不可解なことは思いのほか少ない
時は過ぎ、自宅。
ベッドに倒れ込んだ俺は、これからのことを考える。
正味、理屈は既にほとんど完成している。
あとはこれをいかにして使うかと、この理屈の補強ができるかどうかくらいだろう。
俺が考えているのは別のことだ。
松本が無実だと仮定したら、誰が何故これを仕組んだのか。
告発されている以上、松本は無罪なのに北条と答案が一致する事態が明るみに出るよう、何者かが意図的にこの状況を作り出している。
では誰がそれを行ったのか。単なる無差別な愉快犯?それとも松本に恨みがある人物?どちらにせよ、犯人候補が多すぎる。
けれど、それは単なる可能性の話だ。テストの四択問題の確率が二五%ではないのと同じで、この犯人探しも恐らくは等確率でない。第一、不特定多数の犯人にならない理由はある。
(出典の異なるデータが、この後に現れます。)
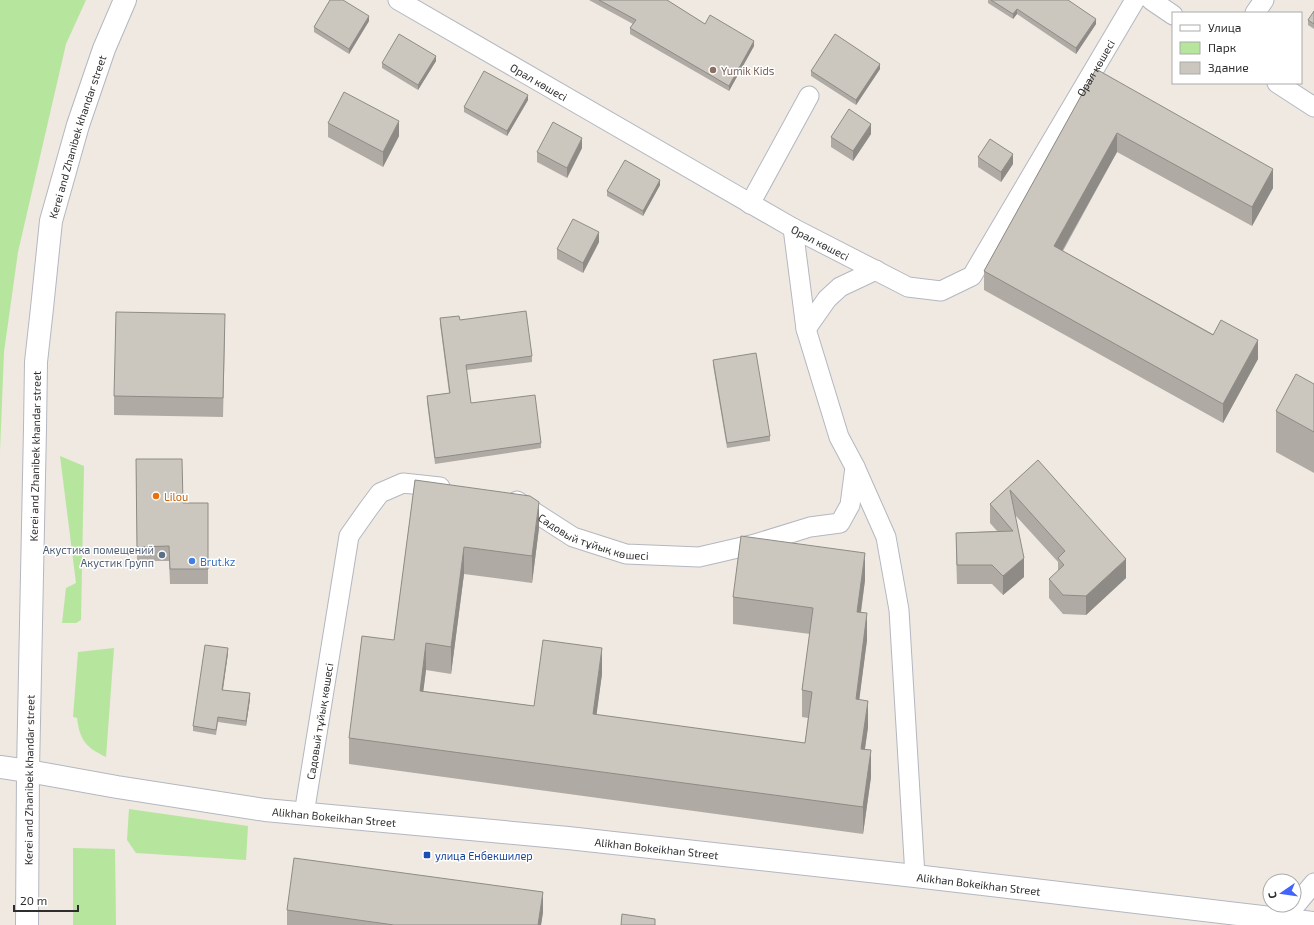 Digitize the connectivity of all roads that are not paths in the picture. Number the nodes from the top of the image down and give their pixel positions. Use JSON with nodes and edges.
{"nodes":[{"id":1,"x":125,"y":0,"type":"edge"},
{"id":2,"x":398,"y":0,"type":"edge"},
{"id":3,"x":1135,"y":0,"type":"edge"},
{"id":4,"x":1151,"y":0,"type":"edge"},
{"id":5,"x":1264,"y":0,"type":"edge"},
{"id":6,"x":1256,"y":12,"type":"edge"},
{"id":7,"x":1172,"y":14,"type":"edge"},
{"id":8,"x":1279,"y":84,"type":"edge"},
{"id":9,"x":809,"y":96,"type":"dead end"},
{"id":10,"x":1314,"y":107,"type":"edge"},
{"id":11,"x":750,"y":204,"type":"junction"},
{"id":12,"x":793,"y":228,"type":"junction"},
{"id":13,"x":876,"y":270,"type":"junction"},
{"id":14,"x":806,"y":329,"type":"junction"},
{"id":15,"x":855,"y":467,"type":"junction"},
{"id":16,"x":455,"y":489,"type":"edge"},
{"id":17,"x":499,"y":494,"type":"edge"},
{"id":18,"x":0,"y":767,"type":"edge"},
{"id":19,"x":28,"y":771,"type":"junction"},
{"id":20,"x":304,"y":814,"type":"junction"},
{"id":21,"x":915,"y":876,"type":"junction"},
{"id":22,"x":1314,"y":883,"type":"edge"},
{"id":23,"x":1284,"y":919,"type":"junction"},
{"id":24,"x":1314,"y":923,"type":"edge"},
{"id":25,"x":27,"y":925,"type":"edge"}],
"edges":[{"from":1,"to":19,"type":"street","name":"Kerei and Zhanibek khandar street"},
{"from":2,"to":11,"type":"street","name":"Орал көшесі"},
{"from":3,"to":13,"type":"street","name":"Орал көшесі"},
{"from":4,"to":7,"type":"street"},
{"from":5,"to":6,"type":"street"},
{"from":8,"to":10,"type":"street"},
{"from":9,"to":11,"type":"street"},
{"from":11,"to":12,"type":"street","name":"Орал көшесі"},
{"from":12,"to":13,"type":"street","name":"Орал көшесі"},
{"from":12,"to":14,"type":"street"},
{"from":13,"to":14,"type":"street"},
{"from":14,"to":15,"type":"street"},
{"from":15,"to":17,"type":"street","name":"Садовый тұйық көшесі"},
{"from":15,"to":21,"type":"street"},
{"from":16,"to":20,"type":"street","name":"Садовый тұйық көшесі"},
{"from":18,"to":19,"type":"street","name":"Alikhan Bokeikhan Street"},
{"from":19,"to":20,"type":"street","name":"Alikhan Bokeikhan Street"},
{"from":19,"to":25,"type":"street","name":"Kerei and Zhanibek khandar street"},
{"from":20,"to":21,"type":"street","name":"Alikhan Bokeikhan Street"},
{"from":21,"to":23,"type":"street","name":"Alikhan Bokeikhan Street"},
{"from":22,"to":23,"type":"street"},
{"from":23,"to":24,"type":"street","name":"Alikhan Bokeikhan Street"}]}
とは言っても、それを探し出して、吊るし上げるつもりはさらさらない。俺がそれでスカッとするなら話は変わるが、俺は勧善懲悪が好きというわけではないし、シャーデンフロイデに浸って快感を覚える趣味もない。
だから、この件を「解決」するにあたって、犯人を見つけ出すという手法を取る予定はない。ただ、純粋な好奇心ゆえに気になる、それだけ。
仮に「答え合わせ」の時が来るなら、再び問い直すことにしよう。